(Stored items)
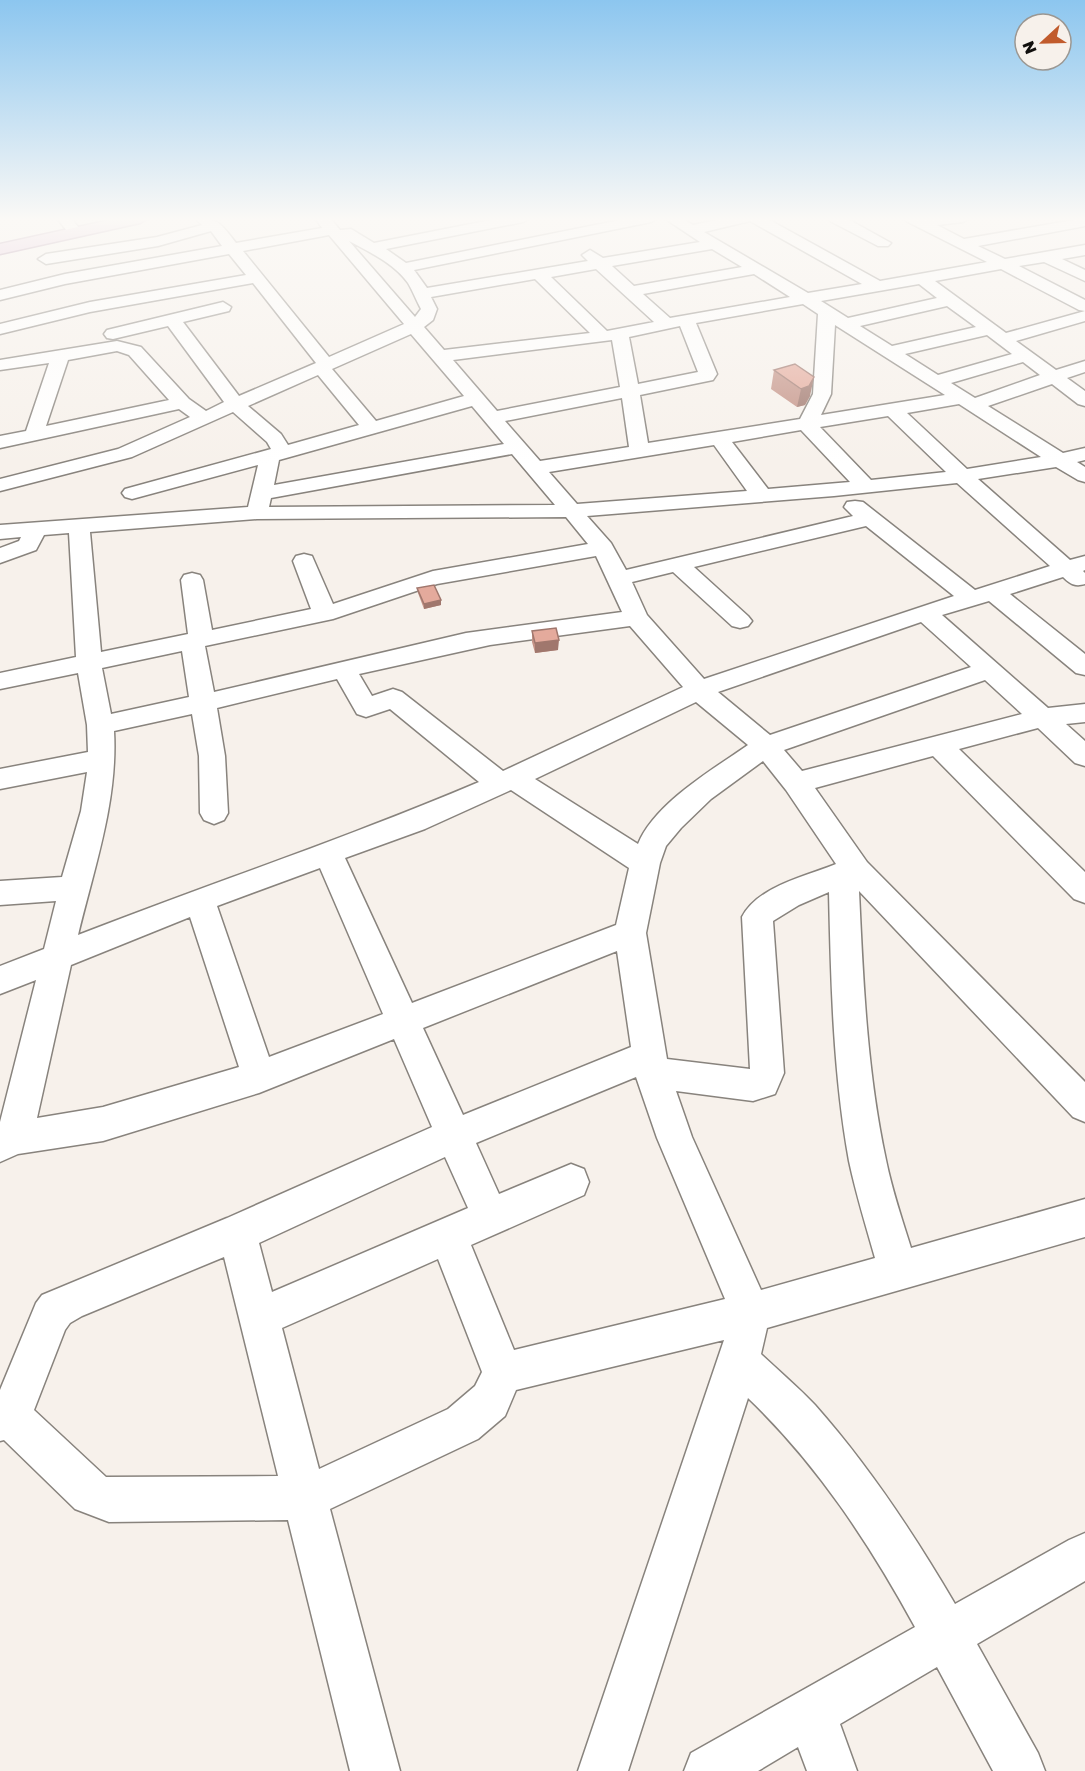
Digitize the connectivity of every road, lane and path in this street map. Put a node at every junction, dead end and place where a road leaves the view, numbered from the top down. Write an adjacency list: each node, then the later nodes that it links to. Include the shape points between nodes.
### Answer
1 (84, 301): 13 (street)
2 (126, 301): 13 (street)
3 (274, 301): 34 (street)
4 (393, 301): 22 (street)
5 (425, 301): 22 (street, via 428,316)
6 (570, 301): 26 (street)
7 (640, 301): 19 (street)
8 (797, 301): 18 (street)
9 (809, 301): 15 (street)
10 (947, 301): 20 (street)
11 (951, 301): 25 (street)
12 (0, 304): 21 (street)
13 (90, 307): 21 (street)
14 (223, 307): 17 (street)
15 (827, 312): 20 (street); 46 (street, via 822,394)
16 (1085, 316): 25 (street)
17 (172, 320): 24 (street); 42 (street)
18 (686, 320): 19 (street); 38 (street, via 708,374)
19 (666, 324): 26 (street)
20 (846, 324): 29 (street)
21 (38, 326): 23 (street)
22 (414, 326): 31 (street); 34 (street)
23 (0, 329)
24 (113, 334): 28 (street, via 80,353); 41 (street, via 135,351)
25 (996, 334): 29 (street); 32 (street)
26 (612, 335): 31 (street); 38 (street)
27 (21, 346): 30 (street)
28 (61, 347): 33 (street); 48 (street)
29 (890, 352): 37 (street)
30 (0, 356)
31 (440, 356): 43 (street)
32 (1026, 356): 36 (street); 37 (street)
33 (0, 365)
34 (324, 365): 42 (street); 47 (street)
35 (1085, 366): 36 (street)
36 (1053, 376): 39 (street); 40 (street)
37 (936, 381): 40 (street)
38 (629, 389): 43 (street); 52 (street)
39 (1085, 400)
40 (968, 402): 44 (street); 56 (street)
41 (182, 403): 45 (street); 48 (street)
42 (235, 404): 45 (street); 54 (street, via 274,438)
43 (484, 408): 47 (street); 51 (street)
44 (893, 410): 46 (street); 58 (street)
45 (204, 418): 53 (street)
46 (807, 424): 49 (street); 61 (street)
47 (372, 428): 54 (street)
48 (34, 435): 50 (street)
49 (720, 438): 52 (street); 64 (street)
50 (0, 442)
51 (517, 447): 57 (street); 65 (street)
52 (640, 452): 57 (street)
53 (125, 453): 60 (street); 63 (street)
54 (276, 454): 63 (street); 65 (street)
55 (1085, 454): 56 (street)
56 (1060, 460): 58 (street); 59 (street)
57 (535, 468): 66 (street)
58 (962, 476): 61 (street); 77 (street)
59 (1085, 476)
60 (0, 485)
61 (866, 487): 62 (street)
62 (834, 490): 64 (street); 67 (street)
63 (132, 493): 68 (street)
64 (766, 496): 66 (street); 72 (street)
65 (259, 503): 66 (street); 68 (street)
66 (572, 511): 73 (street)
67 (869, 519): 72 (street); 82 (street)
68 (131, 524): 69 (street)
69 (79, 527): 70 (street); 88 (street)
70 (36, 529): 71 (street); 74 (street, via 28,545)
71 (0, 532)
72 (808, 533): 76 (street)
73 (603, 548): 78 (street); 84 (street, via 433,578)
74 (0, 556)
75 (304, 561): 84 (street)
76 (677, 564): 78 (street); 86 (street)
77 (1076, 566): 80 (street); 81 (street)
78 (619, 578): 85 (street)
79 (192, 580): 87 (street)
80 (1085, 584)
81 (994, 592): 82 (street); 89 (street)
82 (970, 598): 83 (street)
83 (925, 613): 91 (street); 93 (street)
84 (325, 614): 87 (street)
85 (636, 618): 90 (street, via 465,642); 93 (street)
86 (740, 621)
87 (197, 640): 88 (street); 94 (street)
88 (89, 663): 92 (street); 97 (street)
89 (1085, 667)
90 (344, 670): 94 (street); 103 (street, via 366,708 393,698)
91 (989, 670): 96 (street); 98 (street)
92 (0, 681)
93 (699, 690): 98 (street); 103 (street)
94 (204, 704): 97 (street); 105 (street, via 212,756)
95 (1085, 713): 96 (street)
96 (1043, 718): 99 (street); 100 (street)
97 (100, 725): 101 (street)
98 (766, 746): 104 (street); 107 (street, via 701,792 671,820 653,841)
99 (939, 746): 104 (street); 110 (street)
100 (1085, 756)
101 (102, 759): 102 (street); 109 (street, via 96,811)
102 (0, 780)
103 (506, 781): 106 (street, via 415,821); 107 (street)
104 (796, 783): 108 (street)
105 (214, 813)
106 (328, 852): 112 (street); 116 (street)
107 (645, 863): 113 (street)
108 (850, 871): 117 (street, via 768,907 757,917 767,1073 763,1083 753,1085); 119 (street); 128 (street, via 846,969 860,1113)
109 (74, 888): 111 (street); 114 (street)
110 (1085, 891)
111 (0, 893)
112 (200, 900): 114 (street); 118 (street)
113 (630, 933): 116 (street); 117 (street)
114 (58, 957): 115 (street); 122 (street)
115 (0, 980)
116 (404, 1022): 118 (street); 121 (street)
117 (650, 1065): 121 (street); 129 (street, via 675,1138)
118 (259, 1077): 122 (street, via 103,1124)
119 (1078, 1097): 120 (street)
120 (1085, 1126)
121 (454, 1135): 124 (street); 126 (street)
122 (7, 1141)
123 (571, 1182): 124 (street)
124 (490, 1216): 127 (street)
125 (1085, 1218): 128 (street)
126 (237, 1233): 130 (street); 133 (street, via 56,1309)
127 (448, 1235): 130 (street); 132 (street)
128 (898, 1271): 129 (street)
129 (751, 1313): 131 (street); 132 (street)
130 (259, 1318): 134 (street)
131 (739, 1361): 136 (street, via 798,1418 839,1469 913,1576); 139 (street)
132 (503, 1373): 134 (street, via 490,1401 463,1424)
133 (5, 1418): 134 (street, via 91,1493 109,1500)
134 (305, 1498): 138 (street)
135 (1085, 1556): 136 (street)
136 (946, 1636): 137 (street); 142 (street)
137 (811, 1713): 140 (street); 141 (street)
138 (375, 1771)
139 (603, 1771)
140 (709, 1771)
141 (832, 1771)
142 (1020, 1771)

**Task item:** Please retype the data exactly. The pictures do not go in.

**Task solution:**
Digitize the connectivity of every road, lane and path in this street map. Put a node at every junction, dead end and place where a road leaves the view, numbered from the top down. Write an adjacency list: each node, then the later nodes that it links to. Include the shape points between nodes.
### Answer
1 (84, 301): 13 (street)
2 (126, 301): 13 (street)
3 (274, 301): 34 (street)
4 (393, 301): 22 (street)
5 (425, 301): 22 (street, via 428,316)
6 (570, 301): 26 (street)
7 (640, 301): 19 (street)
8 (797, 301): 18 (street)
9 (809, 301): 15 (street)
10 (947, 301): 20 (street)
11 (951, 301): 25 (street)
12 (0, 304): 21 (street)
13 (90, 307): 21 (street)
14 (223, 307): 17 (street)
15 (827, 312): 20 (street); 46 (street, via 822,394)
16 (1085, 316): 25 (street)
17 (172, 320): 24 (street); 42 (street)
18 (686, 320): 19 (street); 38 (street, via 708,374)
19 (666, 324): 26 (street)
20 (846, 324): 29 (street)
21 (38, 326): 23 (street)
22 (414, 326): 31 (street); 34 (street)
23 (0, 329)
24 (113, 334): 28 (street, via 80,353); 41 (street, via 135,351)
25 (996, 334): 29 (street); 32 (street)
26 (612, 335): 31 (street); 38 (street)
27 (21, 346): 30 (street)
28 (61, 347): 33 (street); 48 (street)
29 (890, 352): 37 (street)
30 (0, 356)
31 (440, 356): 43 (street)
32 (1026, 356): 36 (street); 37 (street)
33 (0, 365)
34 (324, 365): 42 (street); 47 (street)
35 (1085, 366): 36 (street)
36 (1053, 376): 39 (street); 40 (street)
37 (936, 381): 40 (street)
38 (629, 389): 43 (street); 52 (street)
39 (1085, 400)
40 (968, 402): 44 (street); 56 (street)
41 (182, 403): 45 (street); 48 (street)
42 (235, 404): 45 (street); 54 (street, via 274,438)
43 (484, 408): 47 (street); 51 (street)
44 (893, 410): 46 (street); 58 (street)
45 (204, 418): 53 (street)
46 (807, 424): 49 (street); 61 (street)
47 (372, 428): 54 (street)
48 (34, 435): 50 (street)
49 (720, 438): 52 (street); 64 (street)
50 (0, 442)
51 (517, 447): 57 (street); 65 (street)
52 (640, 452): 57 (street)
53 (125, 453): 60 (street); 63 (street)
54 (276, 454): 63 (street); 65 (street)
55 (1085, 454): 56 (street)
56 (1060, 460): 58 (street); 59 (street)
57 (535, 468): 66 (street)
58 (962, 476): 61 (street); 77 (street)
59 (1085, 476)
60 (0, 485)
61 (866, 487): 62 (street)
62 (834, 490): 64 (street); 67 (street)
63 (132, 493): 68 (street)
64 (766, 496): 66 (street); 72 (street)
65 (259, 503): 66 (street); 68 (street)
66 (572, 511): 73 (street)
67 (869, 519): 72 (street); 82 (street)
68 (131, 524): 69 (street)
69 (79, 527): 70 (street); 88 (street)
70 (36, 529): 71 (street); 74 (street, via 28,545)
71 (0, 532)
72 (808, 533): 76 (street)
73 (603, 548): 78 (street); 84 (street, via 433,578)
74 (0, 556)
75 (304, 561): 84 (street)
76 (677, 564): 78 (street); 86 (street)
77 (1076, 566): 80 (street); 81 (street)
78 (619, 578): 85 (street)
79 (192, 580): 87 (street)
80 (1085, 584)
81 (994, 592): 82 (street); 89 (street)
82 (970, 598): 83 (street)
83 (925, 613): 91 (street); 93 (street)
84 (325, 614): 87 (street)
85 (636, 618): 90 (street, via 465,642); 93 (street)
86 (740, 621)
87 (197, 640): 88 (street); 94 (street)
88 (89, 663): 92 (street); 97 (street)
89 (1085, 667)
90 (344, 670): 94 (street); 103 (street, via 366,708 393,698)
91 (989, 670): 96 (street); 98 (street)
92 (0, 681)
93 (699, 690): 98 (street); 103 (street)
94 (204, 704): 97 (street); 105 (street, via 212,756)
95 (1085, 713): 96 (street)
96 (1043, 718): 99 (street); 100 (street)
97 (100, 725): 101 (street)
98 (766, 746): 104 (street); 107 (street, via 701,792 671,820 653,841)
99 (939, 746): 104 (street); 110 (street)
100 (1085, 756)
101 (102, 759): 102 (street); 109 (street, via 96,811)
102 (0, 780)
103 (506, 781): 106 (street, via 415,821); 107 (street)
104 (796, 783): 108 (street)
105 (214, 813)
106 (328, 852): 112 (street); 116 (street)
107 (645, 863): 113 (street)
108 (850, 871): 117 (street, via 768,907 757,917 767,1073 763,1083 753,1085); 119 (street); 128 (street, via 846,969 860,1113)
109 (74, 888): 111 (street); 114 (street)
110 (1085, 891)
111 (0, 893)
112 (200, 900): 114 (street); 118 (street)
113 (630, 933): 116 (street); 117 (street)
114 (58, 957): 115 (street); 122 (street)
115 (0, 980)
116 (404, 1022): 118 (street); 121 (street)
117 (650, 1065): 121 (street); 129 (street, via 675,1138)
118 (259, 1077): 122 (street, via 103,1124)
119 (1078, 1097): 120 (street)
120 (1085, 1126)
121 (454, 1135): 124 (street); 126 (street)
122 (7, 1141)
123 (571, 1182): 124 (street)
124 (490, 1216): 127 (street)
125 (1085, 1218): 128 (street)
126 (237, 1233): 130 (street); 133 (street, via 56,1309)
127 (448, 1235): 130 (street); 132 (street)
128 (898, 1271): 129 (street)
129 (751, 1313): 131 (street); 132 (street)
130 (259, 1318): 134 (street)
131 (739, 1361): 136 (street, via 798,1418 839,1469 913,1576); 139 (street)
132 (503, 1373): 134 (street, via 490,1401 463,1424)
133 (5, 1418): 134 (street, via 91,1493 109,1500)
134 (305, 1498): 138 (street)
135 (1085, 1556): 136 (street)
136 (946, 1636): 137 (street); 142 (street)
137 (811, 1713): 140 (street); 141 (street)
138 (375, 1771)
139 (603, 1771)
140 (709, 1771)
141 (832, 1771)
142 (1020, 1771)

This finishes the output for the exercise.